[[ Data for processing, beginning ]]

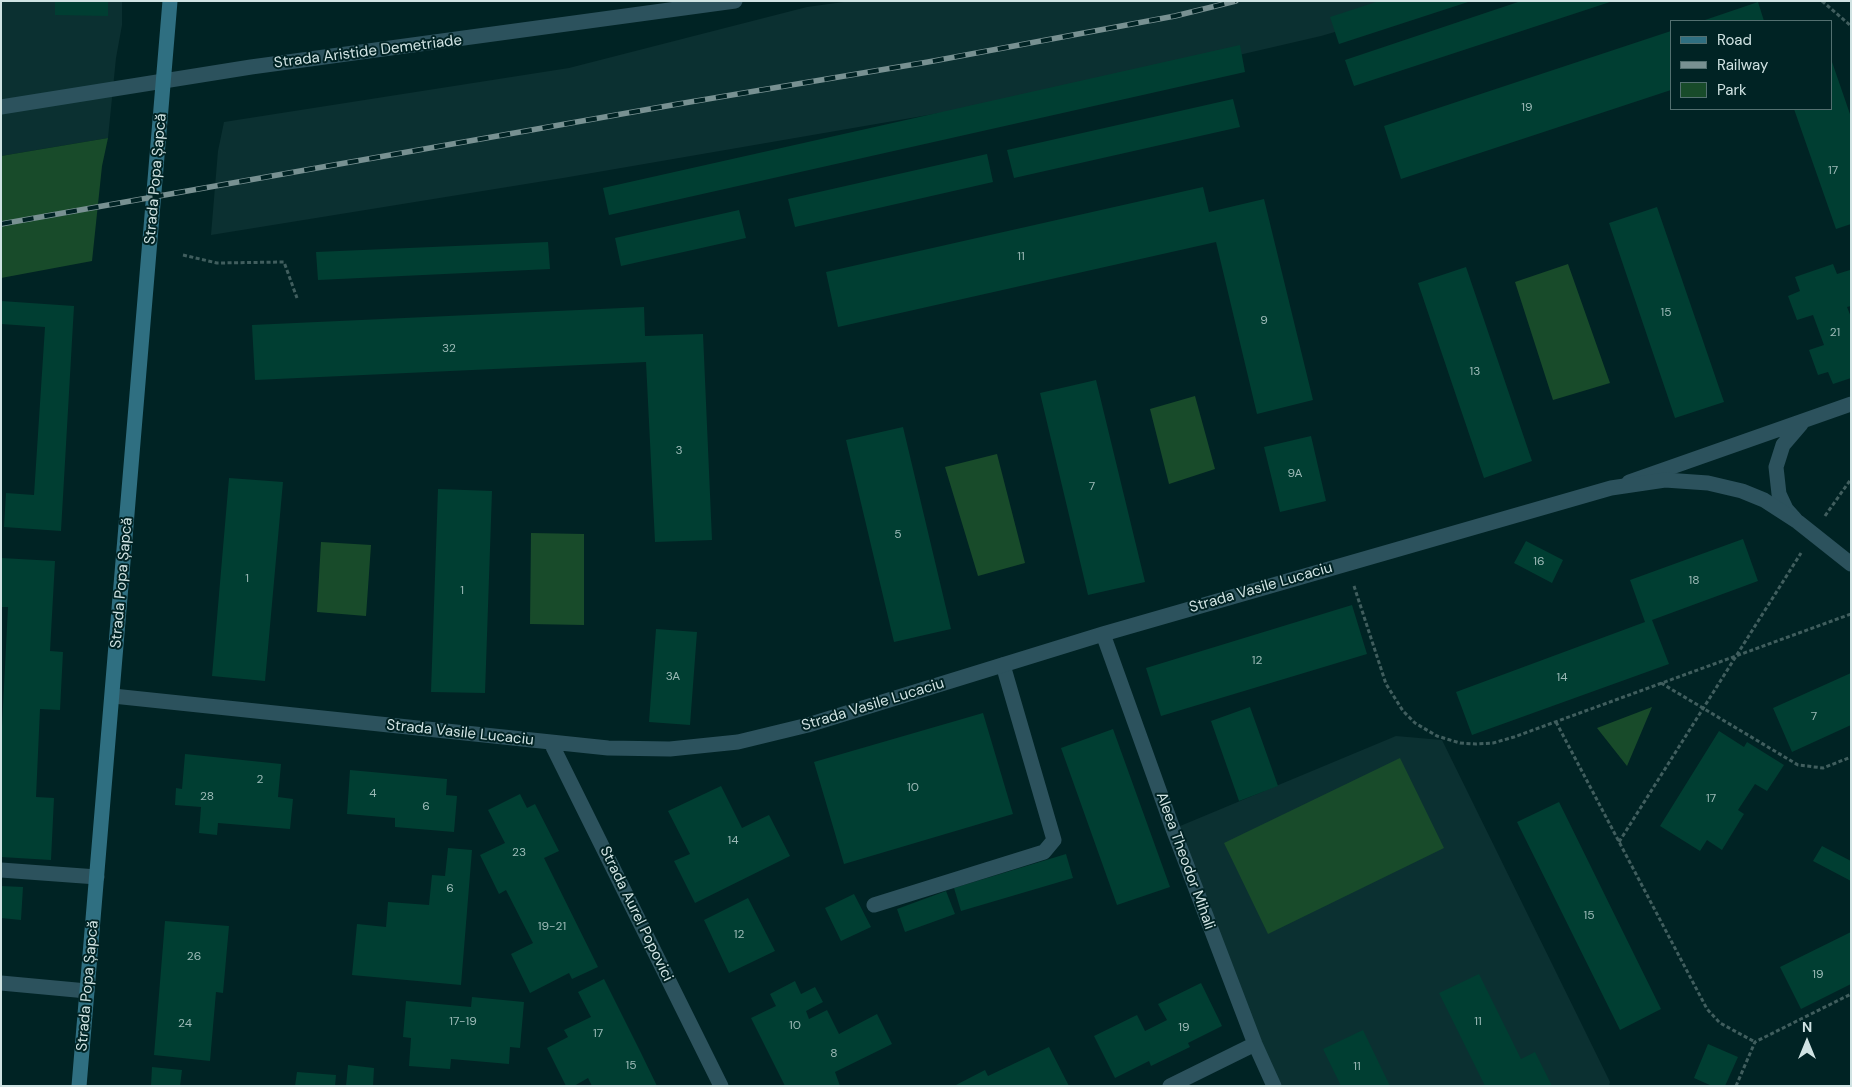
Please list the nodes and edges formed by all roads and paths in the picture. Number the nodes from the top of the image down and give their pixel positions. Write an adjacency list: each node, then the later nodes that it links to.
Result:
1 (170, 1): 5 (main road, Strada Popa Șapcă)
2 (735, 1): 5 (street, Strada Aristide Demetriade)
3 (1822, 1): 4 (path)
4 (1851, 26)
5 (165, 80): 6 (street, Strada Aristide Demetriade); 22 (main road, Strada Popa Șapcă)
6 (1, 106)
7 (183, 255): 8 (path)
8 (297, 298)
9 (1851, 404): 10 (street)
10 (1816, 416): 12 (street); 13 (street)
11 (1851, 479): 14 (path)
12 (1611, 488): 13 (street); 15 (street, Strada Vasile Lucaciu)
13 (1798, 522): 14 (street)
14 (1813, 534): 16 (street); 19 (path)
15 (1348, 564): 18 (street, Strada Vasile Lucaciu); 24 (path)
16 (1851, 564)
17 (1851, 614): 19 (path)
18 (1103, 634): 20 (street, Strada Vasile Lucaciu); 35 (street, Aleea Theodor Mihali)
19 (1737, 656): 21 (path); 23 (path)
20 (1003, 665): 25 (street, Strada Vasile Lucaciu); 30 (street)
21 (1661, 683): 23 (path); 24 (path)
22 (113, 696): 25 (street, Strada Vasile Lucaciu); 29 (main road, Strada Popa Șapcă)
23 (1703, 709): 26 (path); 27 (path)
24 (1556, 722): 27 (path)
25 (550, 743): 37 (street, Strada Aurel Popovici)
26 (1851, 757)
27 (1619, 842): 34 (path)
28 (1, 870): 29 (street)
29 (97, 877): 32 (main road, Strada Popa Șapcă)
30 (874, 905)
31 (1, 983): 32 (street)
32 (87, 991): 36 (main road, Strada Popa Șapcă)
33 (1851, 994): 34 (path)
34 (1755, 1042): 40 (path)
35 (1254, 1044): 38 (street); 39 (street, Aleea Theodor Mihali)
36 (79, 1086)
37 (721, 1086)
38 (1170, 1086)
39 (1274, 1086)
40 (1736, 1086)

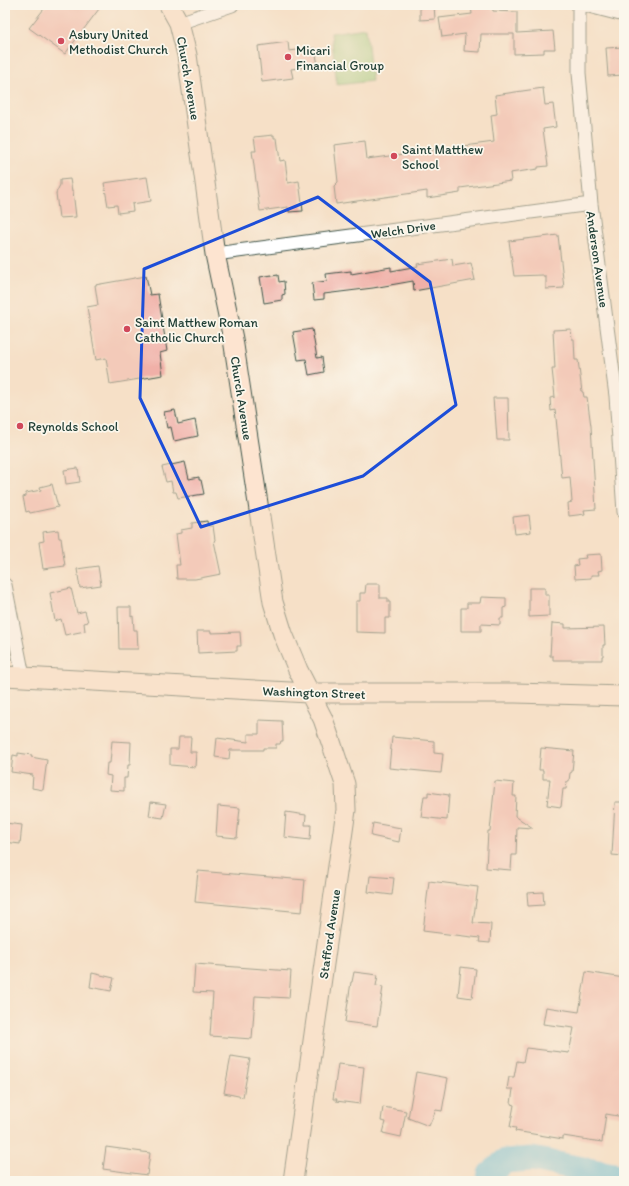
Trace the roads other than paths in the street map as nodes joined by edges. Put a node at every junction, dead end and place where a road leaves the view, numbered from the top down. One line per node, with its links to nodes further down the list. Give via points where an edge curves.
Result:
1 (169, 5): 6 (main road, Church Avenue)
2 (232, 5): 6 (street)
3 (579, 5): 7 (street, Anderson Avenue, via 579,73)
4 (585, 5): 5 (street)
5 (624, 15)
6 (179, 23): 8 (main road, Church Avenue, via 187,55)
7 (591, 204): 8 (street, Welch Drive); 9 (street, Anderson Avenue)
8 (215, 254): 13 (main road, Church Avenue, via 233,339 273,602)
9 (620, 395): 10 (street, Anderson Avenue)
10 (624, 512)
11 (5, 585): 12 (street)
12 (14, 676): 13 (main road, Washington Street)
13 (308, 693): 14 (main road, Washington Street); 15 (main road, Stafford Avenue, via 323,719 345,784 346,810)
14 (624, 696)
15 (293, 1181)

[[ Data for processing, end ]]

Counting the line that contains "Trace the roads" as the first, copy exactly every line through the end of the records, and nothing else.

● Solution:
Trace the roads other than paths in the street map as nodes joined by edges. Put a node at every junction, dead end and place where a road leaves the view, numbered from the top down. One line per node, with its links to nodes further down the list. Give via points where an edge curves.
Result:
1 (169, 5): 6 (main road, Church Avenue)
2 (232, 5): 6 (street)
3 (579, 5): 7 (street, Anderson Avenue, via 579,73)
4 (585, 5): 5 (street)
5 (624, 15)
6 (179, 23): 8 (main road, Church Avenue, via 187,55)
7 (591, 204): 8 (street, Welch Drive); 9 (street, Anderson Avenue)
8 (215, 254): 13 (main road, Church Avenue, via 233,339 273,602)
9 (620, 395): 10 (street, Anderson Avenue)
10 (624, 512)
11 (5, 585): 12 (street)
12 (14, 676): 13 (main road, Washington Street)
13 (308, 693): 14 (main road, Washington Street); 15 (main road, Stafford Avenue, via 323,719 345,784 346,810)
14 (624, 696)
15 (293, 1181)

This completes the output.